Squadra Azzurra wechselt Torwart Italien marschiert, Wales jubelt, die Schweiz bangt
20.06.2021, 20:00 UhrItalien bleibt bei der EM weiter ohne Gegentreffer. Wales verliert einen Spieler und unterliegt in Rom, zittert sich jedoch ins Achtelfinale. Die Schweiz schlägt im Parallelspiel die erneut enttäuschende Türkei. Die "Nati" muss noch bangen.
Rekordjäger Italien hat die EM-Euphorie der Tifosi weiter befeuert. Die Squadra Azzurra stürmte durch ein 1:0 (1:0) gegen Wales mit drei Siegen locker durch die Gruppe A und untermauerte mit einer historischen Bestmarke ihre Ambitionen auf den ersten EM-Titel nach 53 Jahren vor dem Achtelfinale eindrucksvoll. Auch acht Wechsel konnten die Seriensieger von Trainer Roberto Mancini nicht stoppen, die nicht nur den elften Erfolg nacheinander feierten. Mit 30 Spielen in Folge ohne Niederlage stellte der viermalige Weltmeister auch seinen Rekord aus den 30er-Jahren unter der Trainer-Legende Vittorio Pozzo ein.

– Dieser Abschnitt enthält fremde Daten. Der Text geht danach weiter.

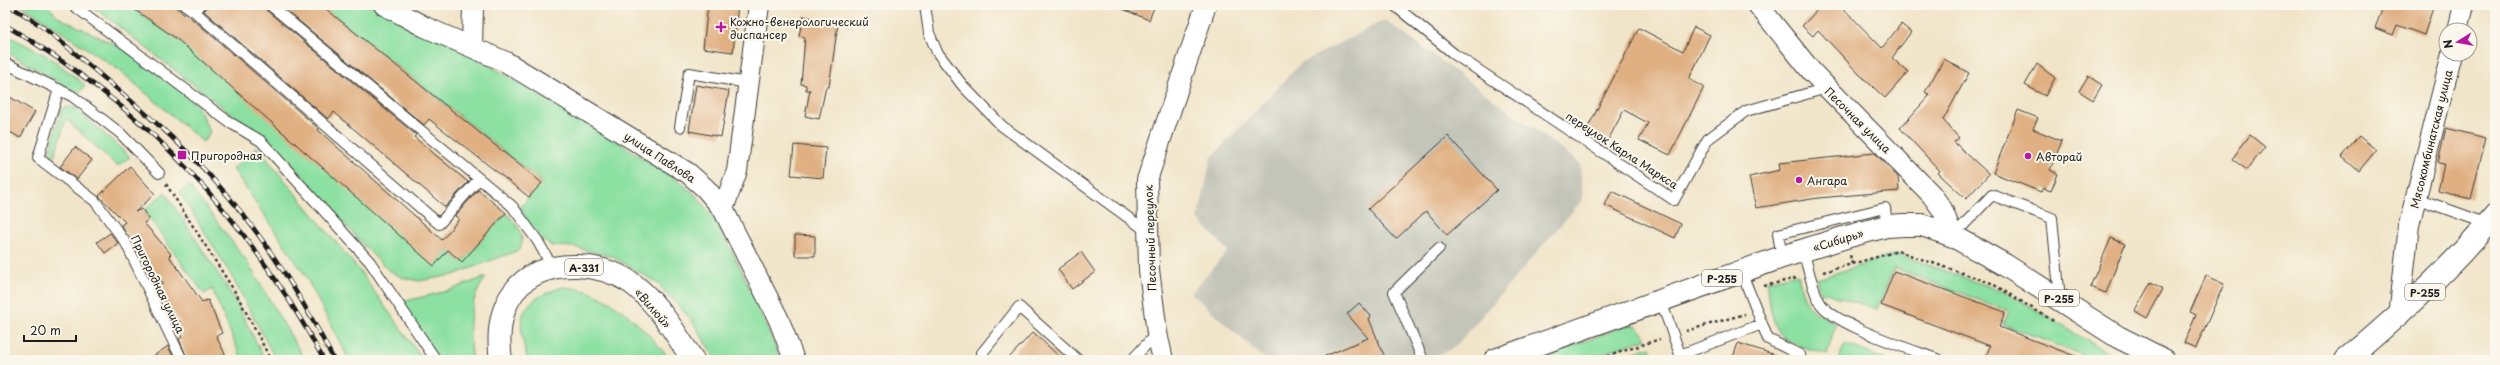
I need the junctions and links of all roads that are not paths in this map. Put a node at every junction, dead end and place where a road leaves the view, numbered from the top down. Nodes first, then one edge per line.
1 (73, 5) edge
2 (185, 5) edge
3 (270, 5) edge
4 (384, 5) edge
5 (473, 5) edge
6 (758, 5) edge
7 (925, 5) edge
8 (1206, 5) edge
9 (1394, 5) edge
10 (1758, 5) edge
11 (2464, 5) edge
12 (197, 8) edge
13 (2460, 22) edge
14 (472, 46) junction
15 (2450, 62) edge
16 (5, 63) edge
17 (748, 83) junction
18 (1827, 88) junction
19 (59, 89) junction
20 (680, 127) dead end
21 (159, 173) road end
22 (479, 179) junction
23 (2416, 198) junction
24 (723, 209) junction
25 (2491, 219) edge
26 (1887, 226) junction
27 (1148, 232) junction
28 (1953, 236) junction
29 (1439, 248) dead end
30 (1803, 250) junction
31 (1782, 258) junction
32 (553, 268) junction
33 (1741, 271) junction
34 (2060, 299) junction
35 (1661, 301) junction
36 (2399, 316) junction
37 (1762, 324) junction
38 (1157, 333) junction
39 (982, 352) dead end
40 (2136, 354) edge
41 (1681, 357) edge
42 (182, 360) edge
43 (436, 360) edge
44 (501, 360) edge
45 (693, 360) edge
46 (794, 360) edge
47 (1078, 360) edge
48 (1132, 360) edge
49 (1164, 360) edge
50 (1423, 360) edge
51 (1495, 360) edge
52 (1798, 360) edge
53 (1939, 360) edge
54 (2164, 360) edge
55 (2346, 360) edge

1 - 43 lane
2 - 12 lane
3 - 22 lane
4 - 14 street, улица Павлова
5 - 14 street
6 - 17 street
7 - 27 lane
8 - 27 street, Песочный переулок
9 - 18 lane, переулок Карла Маркса
10 - 18 street, Песочная улица
11 - 13 street
12 - 22 lane
14 - 24 street, улица Павлова
15 - 23 street, Мясокомбинатская улица
16 - 19 lane
17 - 20 lane
17 - 24 street
18 - 28 street, Песочная улица
19 - 21 lane
19 - 42 lane, Пригородная улица
22 - 32 lane
23 - 25 lane
23 - 36 street, Мясокомбинатская улица
24 - 46 street, улица Павлова
25 - 36 highway, Р-255
26 - 28 highway, «Сибирь» / Р-255
26 - 30 highway, «Сибирь» / Р-255
26 - 31 lane
27 - 38 street, Песочный переулок
28 - 34 highway, «Сибирь» / Р-255
28 - 34 lane
29 - 50 lane
30 - 31 highway, «Сибирь» / Р-255
30 - 53 lane
31 - 33 highway, «Сибирь» / Р-255
32 - 44 highway, «Вилюй» / А-331
32 - 45 highway, «Вилюй» / А-331
33 - 35 highway, «Сибирь» / Р-255
33 - 37 lane
34 - 40 highway, «Сибирь» / Р-255
35 - 41 lane
35 - 51 highway, «Сибирь» / Р-255
36 - 55 highway, Р-255
37 - 41 lane
37 - 52 lane
38 - 48 lane
38 - 49 street, Песочный переулок
39 - 47 lane
40 - 54 highway, «Сибирь» / Р-255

Die Waliser um Superstar Gareth Bale, der seit 20 Monaten oder 1005 Minuten ohne Länderspieltor ist, zogen trotz der Niederlage als Tabellenzweiter ebenfalls in die K.o.-Runde ein. Bei der EM 2016 waren die "Drachen" sensationell ins Halbfinale vorgestoßen. Die Italiener treffen im Achtelfinale im Wembley-Stadion auf Österreich oder die Ukraine. Matteo Pessina (39.) erzielte in Rom das Tor für den Europameister von 1968. Italien ist seit 1055 Minuten ohne Gegentor - und damit nur noch 88 Minuten vom Rekord der Torwartlegende Dino Zoff zwischen 1972 und 1974 entfernt. Der Waliser Ethan Ampadu erhielt wegen groben Foulspiels (55.) die Rote Karte."Besser hätte es gar nicht laufen können", sagte Mancini, "wir hätten nur noch ein Tor mehr machen können." Seine Wechsel hätten nicht viel geändert, "die sind alle gut und wissen, was sie machen müssen". Bale freute sich: "Wir sind müde, aber stolz. Wir sind Zweiter, das ist richtig klasse."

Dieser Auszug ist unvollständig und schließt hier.